Calling on Nigerians and all levels of government, the guest speaker advised declaration of war against power failure and commencement of electricity generation to ensure energy sufficiency within the country. Stakeholders were urged to leverage enabling environment established by the newly signed 2023 Electricity Law which grants empowerment to everyone for power generation. Extraction of energy requires engineering and conservation of the environment to ensure that the best practices are applied — all these were tabled at the conference.
It was emphasized that religious tackling of power failure will breed success, if there is a collaboration amongst all Nigerians. The recently signed law states that generation of electricity can be done by individuals, companies, local governments and states. Prof. Ajibola noted that there are opportunities of less expensive electricity from coal which should not be overlooked, even as the gradually enabled adoption of gas. They stated that developed countries advised that Nigeria stops usage of fossil fuels which also have coal in them, while they make use of them.
Usage of coal has negative impacts in the atmosphere.
Another guest speaker at the third annual SEA conference, Benjamin Abamba, Head of Lead Carbon Reduction in NNPCL, disagreed with Prof. Ajibola, giving reasons why carbon dioxide has a negative impacts in the atmosphere and should be eradicated through photosynthesis. He stated that decarbonizing the atmosphere can be done through planting of trees and reforestation. He also called for political will from all tiers of government, using the tree planting initiative founded by Mr. Babatunde Fashola, former Governor of Lagos State, but was not continued by his predecessors.
President of the Society of Energy Administrations (SEA), Dr. Babatunde Adeboye, in his opening speech, emphasized the need for safety building into every stage of projects from inception to post construction. The Project Director of SEA in Nigeria enumerated ways to ensure prevention of losses and the rules that guide preventive and corrective maintenance. He further highlighted the efforts of SEA towards enabling enforcement of standards in every sector of the country. The conference also saw the induction of new members and absorption of Lagos State University graduate members.

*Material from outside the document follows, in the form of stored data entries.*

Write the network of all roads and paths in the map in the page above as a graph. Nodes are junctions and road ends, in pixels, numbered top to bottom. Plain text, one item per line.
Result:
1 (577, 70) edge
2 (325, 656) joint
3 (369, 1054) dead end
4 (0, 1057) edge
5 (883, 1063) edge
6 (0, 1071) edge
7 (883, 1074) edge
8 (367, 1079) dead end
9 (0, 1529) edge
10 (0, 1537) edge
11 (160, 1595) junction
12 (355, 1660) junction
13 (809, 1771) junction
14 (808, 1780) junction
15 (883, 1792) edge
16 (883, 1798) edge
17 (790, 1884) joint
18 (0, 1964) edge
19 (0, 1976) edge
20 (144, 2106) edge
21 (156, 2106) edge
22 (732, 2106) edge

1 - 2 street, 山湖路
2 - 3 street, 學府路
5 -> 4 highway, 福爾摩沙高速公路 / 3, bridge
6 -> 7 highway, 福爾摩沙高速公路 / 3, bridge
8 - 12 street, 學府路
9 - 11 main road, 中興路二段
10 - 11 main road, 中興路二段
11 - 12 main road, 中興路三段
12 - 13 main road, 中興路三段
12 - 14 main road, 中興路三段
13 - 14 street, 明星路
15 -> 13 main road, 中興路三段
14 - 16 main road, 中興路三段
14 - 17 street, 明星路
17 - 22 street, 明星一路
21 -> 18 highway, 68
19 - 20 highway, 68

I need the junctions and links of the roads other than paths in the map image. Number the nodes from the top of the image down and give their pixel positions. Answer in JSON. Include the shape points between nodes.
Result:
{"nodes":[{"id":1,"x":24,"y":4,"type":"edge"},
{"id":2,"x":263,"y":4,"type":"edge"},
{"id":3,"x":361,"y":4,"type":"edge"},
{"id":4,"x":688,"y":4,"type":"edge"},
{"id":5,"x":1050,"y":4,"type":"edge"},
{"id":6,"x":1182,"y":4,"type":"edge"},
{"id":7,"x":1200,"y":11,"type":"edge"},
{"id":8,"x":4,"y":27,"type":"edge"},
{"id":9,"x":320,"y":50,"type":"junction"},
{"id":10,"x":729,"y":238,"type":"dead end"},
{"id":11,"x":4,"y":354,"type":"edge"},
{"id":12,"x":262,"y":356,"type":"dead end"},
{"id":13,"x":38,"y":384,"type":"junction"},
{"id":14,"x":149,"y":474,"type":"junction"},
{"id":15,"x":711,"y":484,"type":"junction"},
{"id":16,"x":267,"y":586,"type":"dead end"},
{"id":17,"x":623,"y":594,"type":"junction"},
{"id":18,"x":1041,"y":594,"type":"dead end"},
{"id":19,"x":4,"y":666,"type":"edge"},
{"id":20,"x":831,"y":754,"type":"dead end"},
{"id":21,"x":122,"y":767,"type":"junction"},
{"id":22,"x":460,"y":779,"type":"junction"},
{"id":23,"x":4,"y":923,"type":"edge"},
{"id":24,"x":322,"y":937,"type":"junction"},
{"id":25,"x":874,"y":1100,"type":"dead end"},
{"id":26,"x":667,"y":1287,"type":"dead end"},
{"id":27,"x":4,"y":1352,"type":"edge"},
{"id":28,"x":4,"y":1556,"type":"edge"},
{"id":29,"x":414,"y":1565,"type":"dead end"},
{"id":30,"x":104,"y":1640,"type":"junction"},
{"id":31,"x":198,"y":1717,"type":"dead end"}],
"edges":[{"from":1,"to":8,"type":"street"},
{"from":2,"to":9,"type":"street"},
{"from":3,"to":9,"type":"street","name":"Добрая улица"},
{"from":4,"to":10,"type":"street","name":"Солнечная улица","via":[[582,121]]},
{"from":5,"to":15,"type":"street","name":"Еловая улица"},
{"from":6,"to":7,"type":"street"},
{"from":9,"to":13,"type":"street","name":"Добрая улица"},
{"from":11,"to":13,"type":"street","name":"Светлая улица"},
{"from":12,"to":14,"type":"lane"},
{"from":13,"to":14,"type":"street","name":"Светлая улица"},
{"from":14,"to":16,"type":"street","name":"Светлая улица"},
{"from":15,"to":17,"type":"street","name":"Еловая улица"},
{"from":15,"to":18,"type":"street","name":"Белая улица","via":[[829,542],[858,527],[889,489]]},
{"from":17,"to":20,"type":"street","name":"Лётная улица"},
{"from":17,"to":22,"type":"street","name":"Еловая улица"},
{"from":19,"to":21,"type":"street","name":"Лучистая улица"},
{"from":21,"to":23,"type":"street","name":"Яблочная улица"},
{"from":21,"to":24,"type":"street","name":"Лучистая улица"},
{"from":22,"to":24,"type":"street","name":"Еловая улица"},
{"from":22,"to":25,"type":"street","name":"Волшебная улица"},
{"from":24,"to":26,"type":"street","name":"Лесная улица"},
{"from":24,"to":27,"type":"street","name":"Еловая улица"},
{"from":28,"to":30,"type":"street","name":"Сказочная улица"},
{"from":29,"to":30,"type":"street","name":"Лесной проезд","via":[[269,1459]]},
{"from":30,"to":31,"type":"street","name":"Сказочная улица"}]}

President Tinubu was commended for the newly signed Electricity Law.
Oluwaseun Olukoya, Lagos State Coordinator of SEA, said that this year’s conference addressed the realities which provides opportunities for supply of improved electricity. Chairman of Planning Committee for the 2023 SEA conference, Olukoya, while applauding President Bola Tinubu for signing the Electricity bill into law, stated that the price for energy will reduce with competition. Worthy industry players in shipping, construction, transport logistics, oil and gas sectors received awards for complying to standards of health, safety and environment.